En Pic Saint Loup, cette volonté de maîtrise de la distribution est allée jusqu'à fixer un prix intersyndical de l'appellation. Cette politique de prix fort a été instaurée pour promouvoir une cohérence entre une AOC de cru, et un niveau de rémunération correcte pour les vignerons. Elle permet de se doter de moyens financiers supplémentaires pour gérer la distribution. En effet, un des combats actuels de l'appellation est d'éviter que l'on trouve des Pic Saint Loup à 3 euros en rayons, c'est-à-dire des vins qui « cassent le marché » et qui sont uniquement issus de circuits d'élaboration qui ne garantissent pas un produit du terroir. Mais il demeure malgré tout difficile de maîtriser la commercialisation en grande distribution, c'est pourquoi les vins du Pic Saint Loup sont essentiellement présents dans le réseau des cavistes.
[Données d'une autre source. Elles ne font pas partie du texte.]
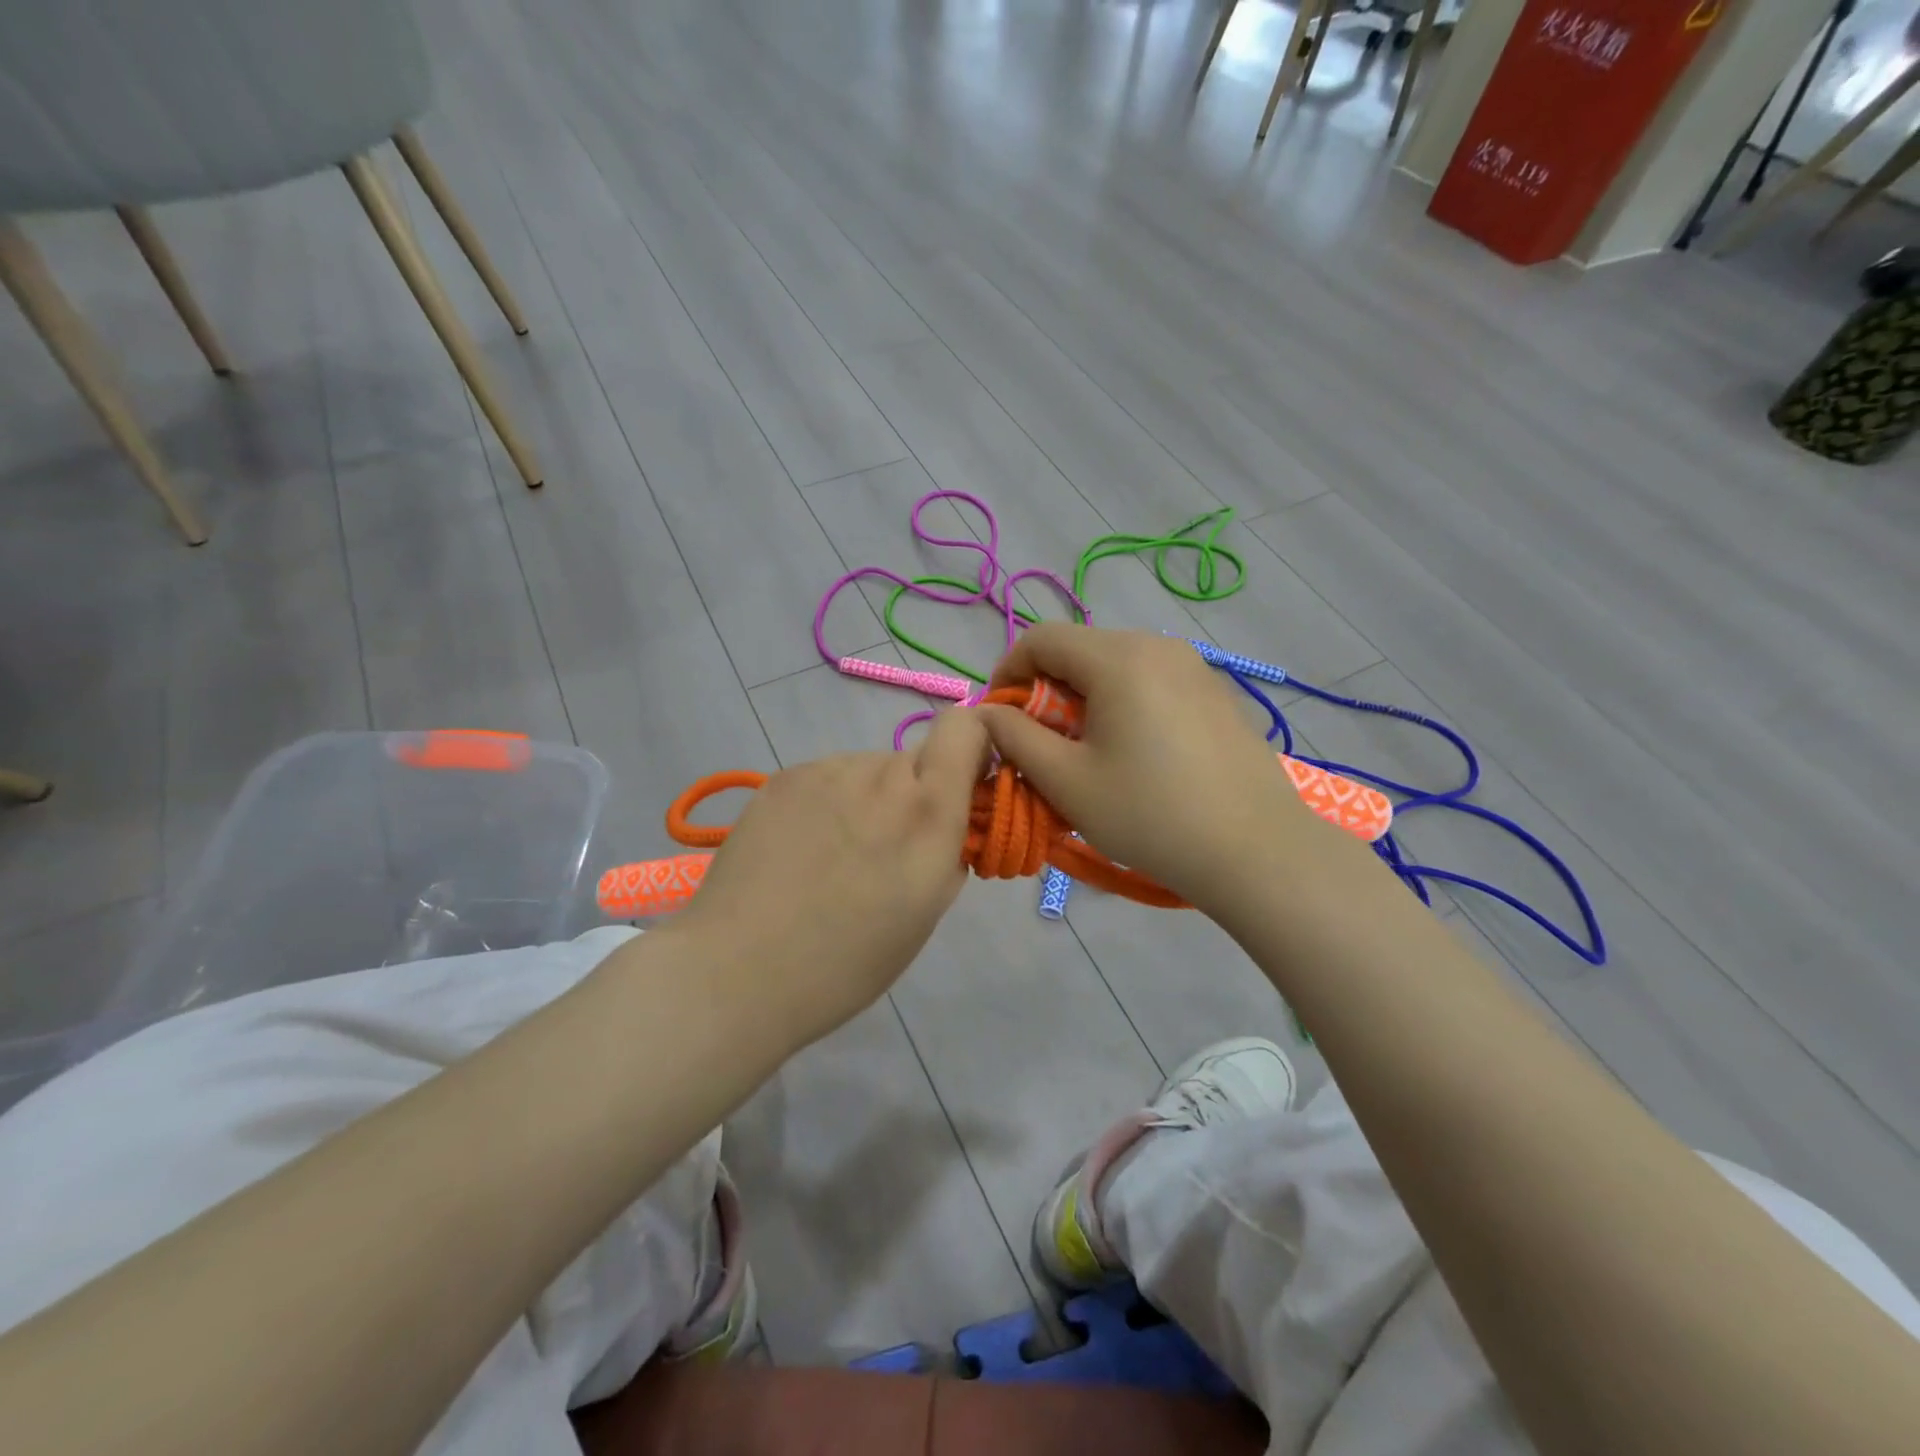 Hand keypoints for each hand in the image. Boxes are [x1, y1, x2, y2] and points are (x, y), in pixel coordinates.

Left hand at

5) La prise en compte dès l'origine des exigences du marché

Les nécessités de rentabilité impliquent d'être à l'écoute des exigences du marché et des tendances de consommation, avec lesquelles il faut compter pour la définition des différentes gammes de vins proposées par les viticulteurs. C'est pourquoi l'AOC Beaumes de Venise a appliqué une stratégie consistant à présenter aux consommateurs à la fois ses Crus, mais aussi des Côtes du Rhône génériques plus facilement adaptables aux évolutions du marché.

En Pic Saint Loup, de nombreux vignerons présentent également une gamme à double entrée, l'une composée de vins faciles à boire et à consommer sur 1 à 2 ans, et l'autre offrant des vins plus complexes, très marqués par l'originalité du terroir. Mais dans ce cas de figure, les deux gammes portent la même indication "Pic Saint Loup', c'est pourquoi, on peut se demander si des consommateurs non experts percevront de manière claire et non ambiguë la différence de positionnement de deux vins participant de deux philosophies distinctes, alors qu'ils porteront sur leurs étiquettes une même appellation et un même signe officiel ...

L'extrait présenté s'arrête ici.